Laravel Problems: How to tune/troubleshoot/optimize docker deployment of jenkins testing Laravel app with behat controlling selenium running Chromedriver on AWS

Friday, April 14, 2017

How to tune/troubleshoot/optimize docker deployment of jenkins testing Laravel app with behat controlling selenium running Chromedriver on AWS

I have the following docker containers that I have set up to test my web application:

Jenkins
Apache 1 (serving a laravel app)
Apache 2 (serving a legacy codeigniter app)
MySQL (accessed by both Apache 1 and Apache 2)
Selenium HUB
Selenium Node — ChromeDriver

The jenkins job runs a behat command on Apache 1 which in turn connects to Selenium Hub, which has a ChromeDriver node to actually hit the two apps: Apache 1 and Apache 2.

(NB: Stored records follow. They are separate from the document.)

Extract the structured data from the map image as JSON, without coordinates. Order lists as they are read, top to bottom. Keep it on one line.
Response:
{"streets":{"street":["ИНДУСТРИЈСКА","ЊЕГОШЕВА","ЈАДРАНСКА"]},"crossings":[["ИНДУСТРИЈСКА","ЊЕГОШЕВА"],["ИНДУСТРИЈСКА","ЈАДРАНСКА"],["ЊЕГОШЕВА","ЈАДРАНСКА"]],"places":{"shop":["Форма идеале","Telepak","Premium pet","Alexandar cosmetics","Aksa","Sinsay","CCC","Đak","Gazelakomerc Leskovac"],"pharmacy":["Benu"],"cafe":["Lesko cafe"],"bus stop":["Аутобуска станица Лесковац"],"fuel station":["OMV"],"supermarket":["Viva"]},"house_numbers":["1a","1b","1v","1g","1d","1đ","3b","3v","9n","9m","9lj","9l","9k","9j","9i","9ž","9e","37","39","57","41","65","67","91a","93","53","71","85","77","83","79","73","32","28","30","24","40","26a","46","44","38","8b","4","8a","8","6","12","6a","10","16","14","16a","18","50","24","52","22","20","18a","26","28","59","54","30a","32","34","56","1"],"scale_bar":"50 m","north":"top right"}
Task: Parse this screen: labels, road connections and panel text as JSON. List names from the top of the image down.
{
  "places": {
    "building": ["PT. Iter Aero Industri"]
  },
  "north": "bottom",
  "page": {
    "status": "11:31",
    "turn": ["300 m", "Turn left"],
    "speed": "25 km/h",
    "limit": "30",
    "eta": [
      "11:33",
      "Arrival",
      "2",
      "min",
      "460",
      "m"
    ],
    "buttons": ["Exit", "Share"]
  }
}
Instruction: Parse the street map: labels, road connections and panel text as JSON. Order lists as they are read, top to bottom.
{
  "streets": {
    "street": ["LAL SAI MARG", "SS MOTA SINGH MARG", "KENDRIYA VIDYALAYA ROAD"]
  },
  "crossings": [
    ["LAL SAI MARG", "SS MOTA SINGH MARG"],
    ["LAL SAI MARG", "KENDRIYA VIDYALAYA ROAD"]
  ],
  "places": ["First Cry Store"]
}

The whole system is running on an EC2 m2.small instance (1 core, 2GB RAM) with AWS linux.

The problem

The issue I am having is that if I run the pipeline multiple times, the first few times it runs just fine (the behat stage takes about 20s), but on the third and consecutive runs, the behat stage starts slowing down (taking 1m30s) and then failing after 3m or 10m or whenever I lose patience.

If I restart the docker containers, it works again, but only for another 2-4 runs.

Clues

Monitoring docker stats each time I run the jenkins pipeline, I noticed that the Block I/O, and specifically the 'I' was growing exponentially after the first few runs.

For example, after run 1

After run 2

After run 3

After run 4

The Block I/O for the chromedriver container is 21GB and the driver hangs. While I might expect the Block I/O to grow, I wouldn't expect it to grow exponentially as it seems to be doing. It's like something is... exploding.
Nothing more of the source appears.